The Sicilian Method
“For Salvo Montalbano, the whole episode is as dramatic as a film. But it will get much more unreal when he tracks down a victim at last, the outrageous director Carmelo Catalanotti.”
Although Andrea Camilleri died in 2019 at age 93, his biting yet entertaining police procedurals are still making their way, via translation, to America. The Sicilian Method is a clever title, suggesting at first a crime methodology, but better understood as a phrase from acting. Scattered across bedrooms and stages of the imagined town of Vigàta, Sicily, the crimes that Inspector Montalbano investigates here are also very clever, clearly the product of a twisted mind involved with stagecraft and performance.
Count on Camilleri for frequent bursts of satire, like twists of lemon juice, as the story spins forward: Mimi Augello, also a police detective, wakes Inspector Salvo Montalbano in the middle of the night, panicking and desperate. Montalbano’s annoyed enough to make things tough on his colleague, until he sees Mimi’s face and realizes something serious must have happened. Mimi begins to dump the tale of woe:
“‘I wanted to tell you . . .’ he began, but stopped, only then noticing that the inspector was naked.
And Montalbano, too, realized only then, and so he dashed into his bedroom and grabbed a pair of jeans.
As he was putting them on, he wondered whether it might be best to put on an undershirt as well, but decided that Mimi wasn’t worth it.”
It turns out that Mimi, escaping down some balconies from a lover’s tryst interrupted by a returning husband, has stumbled across a murder—and, unthinkingly, left evidence of his own visit there. For Salvo Montalbano, the whole episode is as dramatic as a film. But it will get much more unreal when he tracks down a victim at last, the outrageous director Carmelo Catalanotti.

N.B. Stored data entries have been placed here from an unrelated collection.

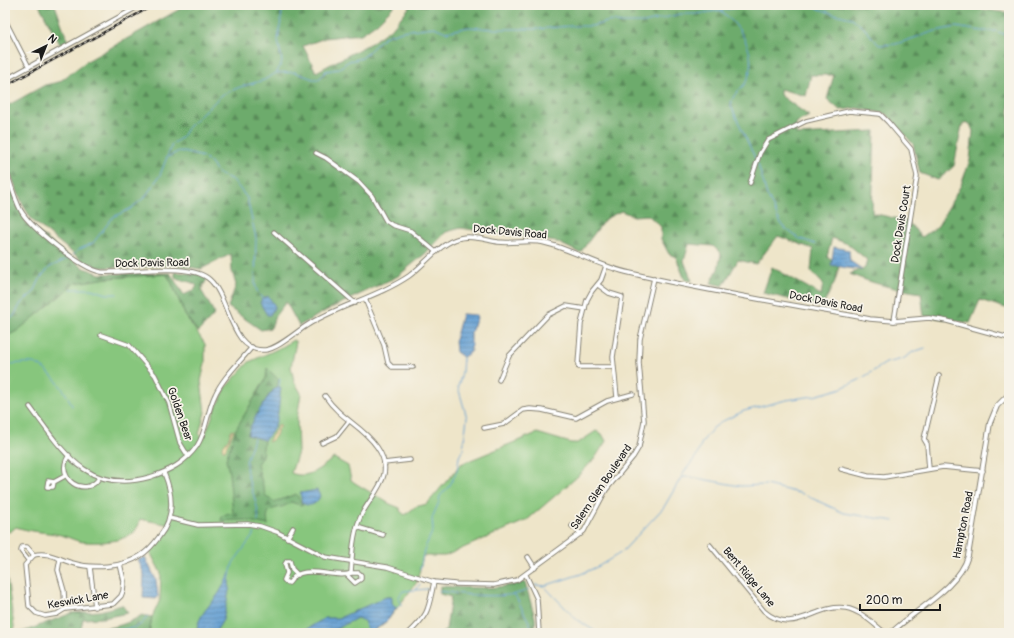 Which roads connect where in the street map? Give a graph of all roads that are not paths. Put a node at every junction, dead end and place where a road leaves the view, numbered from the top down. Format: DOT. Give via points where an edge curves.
graph roads {
  1 [pos="138,6"];
  2 [pos="5,20"];
  3 [pos="29,67"];
  4 [pos="5,80"];
  5 [pos="316,153"];
  6 [pos="5,170"];
  7 [pos="750,183"];
  8 [pos="274,232"];
  9 [pos="436,252"];
  10 [pos="606,266"];
  11 [pos="654,278"];
  12 [pos="598,285"];
  13 [pos="365,299"];
  14 [pos="355,303"];
  15 [pos="585,309"];
  16 [pos="894,321"];
  17 [pos="102,335"];
  18 [pos="1009,338"];
  19 [pos="252,347"];
  20 [pos="413,367"];
  21 [pos="613,367"];
  22 [pos="939,376"];
  23 [pos="499,380"];
  24 [pos="633,394"];
  25 [pos="1009,394"];
  26 [pos="325,396"];
  27 [pos="617,397"];
  28 [pos="30,407"];
  29 [pos="349,421"];
  30 [pos="484,428"];
  31 [pos="322,443"];
  32 [pos="69,455"];
  33 [pos="188,456"];
  34 [pos="410,460"];
  35 [pos="384,463"];
  36 [pos="841,469"];
  37 [pos="929,469"];
  38 [pos="982,471"];
  39 [pos="164,473"];
  40 [pos="65,476"];
  41 [pos="99,478"];
  42 [pos="54,482"];
  43 [pos="169,518"];
  44 [pos="572,526"];
  45 [pos="357,527"];
  46 [pos="293,528"];
  47 [pos="581,534"];
  48 [pos="383,535"];
  49 [pos="287,538"];
  50 [pos="710,545"];
  51 [pos="34,555"];
  52 [pos="528,557"];
  53 [pos="60,559"];
  54 [pos="28,560"];
  55 [pos="352,562"];
  56 [pos="120,564"];
  57 [pos="90,567"];
  58 [pos="535,568"];
  59 [pos="298,575"];
  60 [pos="526,575"];
  61 [pos="434,582"];
  62 [pos="95,606"];
  63 [pos="65,610"];
  64 [pos="409,633"];
  65 [pos="539,633"];
  66 [pos="885,633"];
  67 [pos="891,633"];
  1 -- 3 [label="street"];
  2 -- 3 [label="street"];
  3 -- 4 [label="street"];
  5 -- 9 [label="street" via="359,182 392,225 411,230"];
  6 -- 19 [label="street, Dock Davis Road" via="24,215 80,263 91,270 101,272 184,270 201,273 215,286 234,328"];
  7 -- 16 [label="street, Dock Davis Court" via="760,152 768,140 806,121 849,111 880,114 911,149 917,176"];
  8 -- 14 [label="street"];
  9 -- 10 [label="street, Dock Davis Road" via="447,243 463,237 506,242 539,241"];
  9 -- 13 [label="street, Dock Davis Road" via="407,277"];
  10 -- 11 [label="street, Dock Davis Road"];
  10 -- 12 [label="street"];
  11 -- 16 [label="street, Dock Davis Road" via="870,319"];
  11 -- 47 [label="street, Salem Glen Boulevard" via="640,339 639,363 644,421 642,440 633,457 606,490"];
  12 -- 15 [label="street" via="592,291"];
  12 -- 21 [label="street" via="609,293 622,297"];
  13 -- 14 [label="street, Dock Davis Road"];
  13 -- 20 [label="street" via="384,345 388,363 392,367"];
  14 -- 19 [label="street, Dock Davis Road" via="310,323 273,348 262,350"];
  15 -- 21 [label="street" via="580,331 578,365"];
  15 -- 23 [label="street" via="566,306 548,315 509,356"];
  16 -- 18 [label="street, Dock Davis Road" via="929,318"];
  17 -- 33 [label="street, Golden Bear" via="129,345 153,372 169,403 180,443"];
  19 -- 33 [label="street" via="219,388 200,441"];
  21 -- 27 [label="street"];
  22 -- 37 [label="street" via="924,439 927,444"];
  24 -- 27 [label="street"];
  25 -- 38 [label="main road, Hampton Road" via="993,415"];
  26 -- 29 [label="street" via="334,409"];
  27 -- 30 [label="street" via="576,418 530,409 523,410 504,424"];
  28 -- 32 [label="street"];
  29 -- 31 [label="street" via="336,436"];
  29 -- 35 [label="street" via="369,436"];
  32 -- 40 [label="street" via="64,465"];
  32 -- 41 [label="street" via="85,470"];
  33 -- 39 [label="street" via="179,465"];
  34 -- 35 [label="street"];
  35 -- 45 [label="street" via="381,485"];
  36 -- 37 [label="street" via="884,477"];
  37 -- 38 [label="street" via="943,467"];
  38 -- 67 [label="main road, Hampton Road" via="968,556 962,571"];
  39 -- 41 [label="street" via="135,481"];
  39 -- 43 [label="street" via="171,495"];
  40 -- 41 [label="street" via="77,486 83,487 95,484"];
  40 -- 42 [label="street"];
  43 -- 49 [label="street, Salem Glen Boulevard" via="198,525 258,525"];
  43 -- 56 [label="street" via="162,534 146,551 135,559"];
  44 -- 47 [label="street"];
  45 -- 48 [label="street"];
  45 -- 55 [label="street"];
  46 -- 49 [label="street"];
  47 -- 58 [label="street, Salem Glen Boulevard"];
  49 -- 55 [label="street, Salem Glen Boulevard" via="317,554"];
  50 -- 66 [label="street, Bent Ridge Lane" via="772,618 792,622 838,607 848,608 865,617"];
  51 -- 53 [label="street" via="45,553"];
  51 -- 54 [label="street"];
  51 -- 54 [label="street" via="27,547 22,547 21,551"];
  52 -- 58 [label="street"];
  53 -- 57 [label="street"];
  53 -- 63 [label="street" via="58,570 64,591"];
  54 -- 63 [label="street, Keswick Lane" via="25,571 28,601 32,610 45,616"];
  55 -- 59 [label="street" via="349,574 319,572"];
  55 -- 61 [label="street, Salem Glen Boulevard" via="394,568"];
  56 -- 57 [label="street"];
  56 -- 62 [label="street, Keswick Lane" via="124,581 121,596 113,604"];
  57 -- 62 [label="street"];
  58 -- 60 [label="street, Salem Glen Boulevard"];
  59 -- 59 [label="street" via="292,569 290,561 287,561 284,580 289,583"];
  60 -- 61 [label="street, Salem Glen Boulevard" via="501,584"];
  60 -- 65 [label="street" via="537,599"];
  61 -- 64 [label="street" via="428,613"];
  62 -- 63 [label="street, Keswick Lane"];
}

Catalanotti’s particularly outrageous aspect is what he pushes his performers through: He pries into their psychological wounds, then forces them back into situations that injure and humiliate them in the same way. His excuse: He’s the director, and he’s making powerful actors out of this. But of course, what he’s really making is maddened and bitter enemies, and before long, Inspector Montalbano has a wide set of possible suspects, some ridiculous means and opportunities, and a personal conflict of interest in a budding romance with the new head of forensics.
Anyone who’s subjected themselves to drama school at any level—or even to ordinary high school—will grasp the real level of malice and damage produced by the far-too-clever director. So it’s a relief to tag along with the mundane and sometimes stumbling efforts of police procedure, as Montalbano marvels at his discoveries and tries to find the right combination of person and scene to explain both the original murder and a second one.
Stephen Sartarelli’s translation allows Camilleri’s deft humor to come through vividly; his attempts to portray lower classes by giving them Cockney-style slang are less successful but tolerable for the sake of enjoying this lively crime novel.
There’s no need to read the other 25 Inspector Montalbano books before The Sicilian Method, but this enjoyable romp may send readers scurrying for them afterward, giving birth to a new generation of collectors of Camilleri’s dark humor and neatly twisted plots, along with the persistence of an inspector who can’t ever let himself be defeated by crime.